Iterators are useful sometimes and it would be nice to design ranges
in such a way that the range terminology makes sense for iterators
too.  An iterator would probably support the .next property just like
a range, for instance.  That's a good name that will work with either.
  Maybe it's worth codifying what the iterator concepts should be even
if std.algorithm won't use them.

> But I want to be able to
> construct ranges from pointers.

If iterators are up to you then you will be able to do this.  But std.algorithm will only care about the ranges you construct, not the iterators.

> I want to save pointers.  I want to use
> pointers to refer to elements in a collection.  I want to use pointers to
> move one-at-a-time along a node-based container.  I don't want to 'emulate'
> pointers using ranges.  I don't want the library to resist me doing what I
> find natural.

I don't think it will as long as you provide those my-iterator-to-range functions.

> Anyways, I'm going to leave the discussion, I think I've said all I can about my views.  I'm not really good at explaining things anyways.  But I will update dcollections with what I think is the best compromise.  Then I might have a better understanding of how ranges fit into a collection package.  The good news is I don't have to worry about the language not providing iterators, everything is going to be library based, so we can easily try out both ways and see which is easier to use.

I think your comments have made a valuable addition to the conversation, and have at least helped me get my thoughts together. So thanks!  I'll be interested to see how the work on your lib turns out.

--bb

"Bill Baxter" wrote
> I think one thing to consider is what it will take to make a new container support and "play nice" with the regime proposed.  This touches on Andrei's point about being hard pressed to think of generic algorithms to run on an HMM, too.
>
> The first question is who do you want to "play nice" with?  If you're going to be writing functions specifically for that container, then you don't really have to play nice with anyone.  Your container just needs to have the operations necessary to support those functions.

Bill, thanks so much for explaining it like this, I really agree with what you say.  My concern is that iterator is going to become a 'bad word' and considered a flawed design.

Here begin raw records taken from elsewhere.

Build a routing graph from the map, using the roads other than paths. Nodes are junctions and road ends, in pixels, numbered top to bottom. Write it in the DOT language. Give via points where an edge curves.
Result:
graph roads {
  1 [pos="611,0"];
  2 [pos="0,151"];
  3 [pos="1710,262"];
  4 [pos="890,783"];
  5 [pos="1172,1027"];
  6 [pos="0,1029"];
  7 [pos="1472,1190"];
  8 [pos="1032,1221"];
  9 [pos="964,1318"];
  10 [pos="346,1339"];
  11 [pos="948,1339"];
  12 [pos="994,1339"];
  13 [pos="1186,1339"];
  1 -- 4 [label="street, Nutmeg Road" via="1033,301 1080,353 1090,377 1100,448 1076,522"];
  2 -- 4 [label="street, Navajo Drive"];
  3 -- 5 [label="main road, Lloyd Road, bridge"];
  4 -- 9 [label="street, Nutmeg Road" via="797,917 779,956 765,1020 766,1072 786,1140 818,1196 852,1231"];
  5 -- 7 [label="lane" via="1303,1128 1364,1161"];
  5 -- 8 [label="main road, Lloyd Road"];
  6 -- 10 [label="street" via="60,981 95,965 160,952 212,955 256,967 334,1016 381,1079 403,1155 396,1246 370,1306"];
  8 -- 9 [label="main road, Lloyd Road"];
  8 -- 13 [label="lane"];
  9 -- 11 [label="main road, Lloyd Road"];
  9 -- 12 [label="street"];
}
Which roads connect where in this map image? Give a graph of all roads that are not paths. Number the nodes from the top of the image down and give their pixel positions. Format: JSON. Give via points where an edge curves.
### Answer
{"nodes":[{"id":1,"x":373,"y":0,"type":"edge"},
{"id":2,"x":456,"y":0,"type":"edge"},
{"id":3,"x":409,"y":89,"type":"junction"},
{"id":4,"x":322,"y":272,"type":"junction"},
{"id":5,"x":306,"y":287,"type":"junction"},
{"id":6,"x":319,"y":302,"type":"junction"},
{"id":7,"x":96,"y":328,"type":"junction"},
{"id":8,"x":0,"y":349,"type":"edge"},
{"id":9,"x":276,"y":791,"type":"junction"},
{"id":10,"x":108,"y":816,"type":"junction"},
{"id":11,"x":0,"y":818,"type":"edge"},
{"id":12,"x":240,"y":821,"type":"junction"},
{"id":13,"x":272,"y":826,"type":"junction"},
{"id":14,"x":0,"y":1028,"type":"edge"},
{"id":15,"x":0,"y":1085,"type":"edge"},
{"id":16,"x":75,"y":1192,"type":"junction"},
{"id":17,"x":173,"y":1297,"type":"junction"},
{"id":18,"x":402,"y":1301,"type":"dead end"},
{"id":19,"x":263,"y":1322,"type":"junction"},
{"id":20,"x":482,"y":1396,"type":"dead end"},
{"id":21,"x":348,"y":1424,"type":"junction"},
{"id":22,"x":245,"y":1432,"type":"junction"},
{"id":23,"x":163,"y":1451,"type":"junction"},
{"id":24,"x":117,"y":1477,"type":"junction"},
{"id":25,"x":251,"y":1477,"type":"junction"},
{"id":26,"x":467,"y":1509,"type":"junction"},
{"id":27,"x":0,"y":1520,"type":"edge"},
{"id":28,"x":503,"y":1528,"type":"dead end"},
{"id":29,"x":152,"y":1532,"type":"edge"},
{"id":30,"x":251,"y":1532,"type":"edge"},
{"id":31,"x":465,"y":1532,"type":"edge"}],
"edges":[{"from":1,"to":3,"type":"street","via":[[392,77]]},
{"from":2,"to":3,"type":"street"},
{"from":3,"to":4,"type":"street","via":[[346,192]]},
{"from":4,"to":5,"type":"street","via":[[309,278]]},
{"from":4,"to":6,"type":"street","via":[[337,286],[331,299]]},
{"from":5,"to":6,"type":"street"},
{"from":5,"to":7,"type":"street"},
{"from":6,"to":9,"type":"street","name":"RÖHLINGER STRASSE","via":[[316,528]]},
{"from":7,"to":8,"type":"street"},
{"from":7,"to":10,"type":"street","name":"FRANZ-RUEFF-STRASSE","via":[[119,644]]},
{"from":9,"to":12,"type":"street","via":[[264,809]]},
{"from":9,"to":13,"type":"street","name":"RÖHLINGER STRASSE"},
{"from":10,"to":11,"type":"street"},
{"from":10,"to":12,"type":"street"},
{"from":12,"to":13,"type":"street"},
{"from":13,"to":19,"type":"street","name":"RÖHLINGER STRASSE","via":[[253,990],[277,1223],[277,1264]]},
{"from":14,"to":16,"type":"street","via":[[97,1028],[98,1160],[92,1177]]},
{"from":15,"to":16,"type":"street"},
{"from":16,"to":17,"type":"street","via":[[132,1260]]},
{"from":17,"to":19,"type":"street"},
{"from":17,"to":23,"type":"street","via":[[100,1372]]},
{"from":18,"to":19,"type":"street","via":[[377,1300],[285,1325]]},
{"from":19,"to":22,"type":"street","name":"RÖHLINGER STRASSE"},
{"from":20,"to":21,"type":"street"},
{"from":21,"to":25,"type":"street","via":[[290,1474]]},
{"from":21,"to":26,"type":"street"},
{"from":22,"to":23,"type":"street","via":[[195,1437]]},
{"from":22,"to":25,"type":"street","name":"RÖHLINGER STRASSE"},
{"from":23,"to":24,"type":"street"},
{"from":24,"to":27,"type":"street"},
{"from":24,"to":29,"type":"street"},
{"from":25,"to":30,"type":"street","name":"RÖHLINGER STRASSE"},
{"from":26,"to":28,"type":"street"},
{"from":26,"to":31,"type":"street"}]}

But you are right, there is no need for iterators to be allowed for std.algorithm, I totally agree with that, I just assumed Andrei meant iterators would be discouraged for everything, including general use as pointers into container objects.  If that is not the case, then I wholeheartedly agree that algorithms should be restricted to ranges, and iterators should be used only in container operations.

Cheers!

-Steve

Steven Schveighoffer <schveiguy@yahoo.com> wrote:
> "Bill Baxter" wrote
> > I think one thing to consider is what it will take to make a new container support and "play nice" with the regime proposed.  This touches on Andrei's point about being hard pressed to think of generic algorithms to run on an HMM, too.
> >
> > The first question is who do you want to "play nice" with?  If you're going to be writing functions specifically for that container, then you don't really have to play nice with anyone.  Your container just needs to have the operations necessary to support those functions.
> 
> Bill, thanks so much for explaining it like this, I really agree with what you say.  My concern is that iterator is going to become a 'bad word' and considered a flawed design.
> 
> But you are right, there is no need for iterators to be allowed for std.algorithm, I totally agree with that, I just assumed Andrei meant iterators would be discouraged for everything, including general use as pointers into container objects.  If that is not the case, then I wholeheartedly agree that algorithms should be restricted to ranges, and iterators should be used only in container operations.

If you ask me, I think iterators AKA pointers into containers should be discouraged from SafeD.  If you don't care about SafeD you may use whatever you like.  Most library interfaces want to be SafeD to make user's life easier but few care about the library internals as long as they work.